(Saved data entries)
- Opening Delimiter -

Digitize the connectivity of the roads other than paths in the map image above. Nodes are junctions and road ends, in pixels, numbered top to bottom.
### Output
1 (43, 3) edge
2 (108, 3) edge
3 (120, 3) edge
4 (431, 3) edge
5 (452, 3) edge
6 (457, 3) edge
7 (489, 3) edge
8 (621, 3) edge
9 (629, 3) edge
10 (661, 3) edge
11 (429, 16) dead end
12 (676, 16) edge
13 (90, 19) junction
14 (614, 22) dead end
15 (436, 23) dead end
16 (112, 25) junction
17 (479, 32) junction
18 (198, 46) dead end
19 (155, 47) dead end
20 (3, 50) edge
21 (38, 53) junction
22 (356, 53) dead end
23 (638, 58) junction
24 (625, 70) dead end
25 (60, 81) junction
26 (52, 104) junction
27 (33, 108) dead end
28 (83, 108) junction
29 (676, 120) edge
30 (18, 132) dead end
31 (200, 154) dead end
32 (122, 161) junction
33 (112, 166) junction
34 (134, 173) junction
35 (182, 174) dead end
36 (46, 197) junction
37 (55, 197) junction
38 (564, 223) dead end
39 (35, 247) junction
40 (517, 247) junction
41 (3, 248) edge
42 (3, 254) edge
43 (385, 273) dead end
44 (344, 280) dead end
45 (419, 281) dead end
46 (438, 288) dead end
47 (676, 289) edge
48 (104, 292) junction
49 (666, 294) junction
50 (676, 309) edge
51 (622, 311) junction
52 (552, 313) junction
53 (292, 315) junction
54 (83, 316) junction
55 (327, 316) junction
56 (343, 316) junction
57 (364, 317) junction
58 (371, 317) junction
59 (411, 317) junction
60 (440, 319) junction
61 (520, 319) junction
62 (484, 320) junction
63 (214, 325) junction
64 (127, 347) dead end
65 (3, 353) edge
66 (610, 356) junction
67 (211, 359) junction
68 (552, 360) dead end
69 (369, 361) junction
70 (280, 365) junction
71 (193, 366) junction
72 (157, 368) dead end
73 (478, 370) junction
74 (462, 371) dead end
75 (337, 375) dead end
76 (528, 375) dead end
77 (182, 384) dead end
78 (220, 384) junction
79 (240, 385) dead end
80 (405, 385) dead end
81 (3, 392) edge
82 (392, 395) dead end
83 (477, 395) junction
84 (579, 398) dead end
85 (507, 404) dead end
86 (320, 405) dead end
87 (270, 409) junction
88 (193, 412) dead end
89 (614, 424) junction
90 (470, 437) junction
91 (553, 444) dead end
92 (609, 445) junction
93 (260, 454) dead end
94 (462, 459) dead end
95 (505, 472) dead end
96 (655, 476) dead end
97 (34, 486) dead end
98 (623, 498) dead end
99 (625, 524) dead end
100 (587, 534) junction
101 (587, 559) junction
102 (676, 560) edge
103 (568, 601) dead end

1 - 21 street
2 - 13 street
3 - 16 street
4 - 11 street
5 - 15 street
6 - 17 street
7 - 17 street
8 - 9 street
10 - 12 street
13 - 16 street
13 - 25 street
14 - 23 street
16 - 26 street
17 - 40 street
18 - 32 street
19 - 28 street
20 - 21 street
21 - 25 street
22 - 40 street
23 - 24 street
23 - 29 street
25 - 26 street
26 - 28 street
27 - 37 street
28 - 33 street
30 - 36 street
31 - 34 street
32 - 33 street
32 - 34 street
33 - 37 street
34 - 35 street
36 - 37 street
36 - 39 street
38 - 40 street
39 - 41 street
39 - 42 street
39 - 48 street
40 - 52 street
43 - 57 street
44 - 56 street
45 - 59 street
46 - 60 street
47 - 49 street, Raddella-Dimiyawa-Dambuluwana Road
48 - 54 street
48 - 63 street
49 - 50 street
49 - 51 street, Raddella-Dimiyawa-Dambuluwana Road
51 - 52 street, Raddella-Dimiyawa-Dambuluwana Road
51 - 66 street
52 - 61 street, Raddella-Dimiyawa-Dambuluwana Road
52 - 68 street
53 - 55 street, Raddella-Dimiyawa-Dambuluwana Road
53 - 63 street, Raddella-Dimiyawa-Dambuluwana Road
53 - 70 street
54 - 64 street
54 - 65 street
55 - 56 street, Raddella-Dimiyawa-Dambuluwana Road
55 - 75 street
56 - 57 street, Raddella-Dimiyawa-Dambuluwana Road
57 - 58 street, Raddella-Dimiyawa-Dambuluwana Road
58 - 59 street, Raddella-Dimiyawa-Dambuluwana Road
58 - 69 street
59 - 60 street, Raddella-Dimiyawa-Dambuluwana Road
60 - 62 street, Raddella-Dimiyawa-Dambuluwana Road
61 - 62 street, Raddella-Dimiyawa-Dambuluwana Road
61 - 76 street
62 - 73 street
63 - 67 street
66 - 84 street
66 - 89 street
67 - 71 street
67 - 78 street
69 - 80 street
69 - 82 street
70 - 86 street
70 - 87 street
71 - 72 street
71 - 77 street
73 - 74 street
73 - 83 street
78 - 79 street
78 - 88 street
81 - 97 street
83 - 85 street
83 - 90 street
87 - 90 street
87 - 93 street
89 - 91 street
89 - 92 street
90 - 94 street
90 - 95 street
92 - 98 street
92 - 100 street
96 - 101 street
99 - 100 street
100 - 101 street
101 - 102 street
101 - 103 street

- Closing Delimiter -

Every line of the data above should be output exactly as written.

Digitize the connectivity of the roads other than paths in the map image above. Nodes are junctions and road ends, in pixels, numbered top to bottom.
### Output
1 (43, 3) edge
2 (108, 3) edge
3 (120, 3) edge
4 (431, 3) edge
5 (452, 3) edge
6 (457, 3) edge
7 (489, 3) edge
8 (621, 3) edge
9 (629, 3) edge
10 (661, 3) edge
11 (429, 16) dead end
12 (676, 16) edge
13 (90, 19) junction
14 (614, 22) dead end
15 (436, 23) dead end
16 (112, 25) junction
17 (479, 32) junction
18 (198, 46) dead end
19 (155, 47) dead end
20 (3, 50) edge
21 (38, 53) junction
22 (356, 53) dead end
23 (638, 58) junction
24 (625, 70) dead end
25 (60, 81) junction
26 (52, 104) junction
27 (33, 108) dead end
28 (83, 108) junction
29 (676, 120) edge
30 (18, 132) dead end
31 (200, 154) dead end
32 (122, 161) junction
33 (112, 166) junction
34 (134, 173) junction
35 (182, 174) dead end
36 (46, 197) junction
37 (55, 197) junction
38 (564, 223) dead end
39 (35, 247) junction
40 (517, 247) junction
41 (3, 248) edge
42 (3, 254) edge
43 (385, 273) dead end
44 (344, 280) dead end
45 (419, 281) dead end
46 (438, 288) dead end
47 (676, 289) edge
48 (104, 292) junction
49 (666, 294) junction
50 (676, 309) edge
51 (622, 311) junction
52 (552, 313) junction
53 (292, 315) junction
54 (83, 316) junction
55 (327, 316) junction
56 (343, 316) junction
57 (364, 317) junction
58 (371, 317) junction
59 (411, 317) junction
60 (440, 319) junction
61 (520, 319) junction
62 (484, 320) junction
63 (214, 325) junction
64 (127, 347) dead end
65 (3, 353) edge
66 (610, 356) junction
67 (211, 359) junction
68 (552, 360) dead end
69 (369, 361) junction
70 (280, 365) junction
71 (193, 366) junction
72 (157, 368) dead end
73 (478, 370) junction
74 (462, 371) dead end
75 (337, 375) dead end
76 (528, 375) dead end
77 (182, 384) dead end
78 (220, 384) junction
79 (240, 385) dead end
80 (405, 385) dead end
81 (3, 392) edge
82 (392, 395) dead end
83 (477, 395) junction
84 (579, 398) dead end
85 (507, 404) dead end
86 (320, 405) dead end
87 (270, 409) junction
88 (193, 412) dead end
89 (614, 424) junction
90 (470, 437) junction
91 (553, 444) dead end
92 (609, 445) junction
93 (260, 454) dead end
94 (462, 459) dead end
95 (505, 472) dead end
96 (655, 476) dead end
97 (34, 486) dead end
98 (623, 498) dead end
99 (625, 524) dead end
100 (587, 534) junction
101 (587, 559) junction
102 (676, 560) edge
103 (568, 601) dead end

1 - 21 street
2 - 13 street
3 - 16 street
4 - 11 street
5 - 15 street
6 - 17 street
7 - 17 street
8 - 9 street
10 - 12 street
13 - 16 street
13 - 25 street
14 - 23 street
16 - 26 street
17 - 40 street
18 - 32 street
19 - 28 street
20 - 21 street
21 - 25 street
22 - 40 street
23 - 24 street
23 - 29 street
25 - 26 street
26 - 28 street
27 - 37 street
28 - 33 street
30 - 36 street
31 - 34 street
32 - 33 street
32 - 34 street
33 - 37 street
34 - 35 street
36 - 37 street
36 - 39 street
38 - 40 street
39 - 41 street
39 - 42 street
39 - 48 street
40 - 52 street
43 - 57 street
44 - 56 street
45 - 59 street
46 - 60 street
47 - 49 street, Raddella-Dimiyawa-Dambuluwana Road
48 - 54 street
48 - 63 street
49 - 50 street
49 - 51 street, Raddella-Dimiyawa-Dambuluwana Road
51 - 52 street, Raddella-Dimiyawa-Dambuluwana Road
51 - 66 street
52 - 61 street, Raddella-Dimiyawa-Dambuluwana Road
52 - 68 street
53 - 55 street, Raddella-Dimiyawa-Dambuluwana Road
53 - 63 street, Raddella-Dimiyawa-Dambuluwana Road
53 - 70 street
54 - 64 street
54 - 65 street
55 - 56 street, Raddella-Dimiyawa-Dambuluwana Road
55 - 75 street
56 - 57 street, Raddella-Dimiyawa-Dambuluwana Road
57 - 58 street, Raddella-Dimiyawa-Dambuluwana Road
58 - 59 street, Raddella-Dimiyawa-Dambuluwana Road
58 - 69 street
59 - 60 street, Raddella-Dimiyawa-Dambuluwana Road
60 - 62 street, Raddella-Dimiyawa-Dambuluwana Road
61 - 62 street, Raddella-Dimiyawa-Dambuluwana Road
61 - 76 street
62 - 73 street
63 - 67 street
66 - 84 street
66 - 89 street
67 - 71 street
67 - 78 street
69 - 80 street
69 - 82 street
70 - 86 street
70 - 87 street
71 - 72 street
71 - 77 street
73 - 74 street
73 - 83 street
78 - 79 street
78 - 88 street
81 - 97 street
83 - 85 street
83 - 90 street
87 - 90 street
87 - 93 street
89 - 91 street
89 - 92 street
90 - 94 street
90 - 95 street
92 - 98 street
92 - 100 street
96 - 101 street
99 - 100 street
100 - 101 street
101 - 102 street
101 - 103 street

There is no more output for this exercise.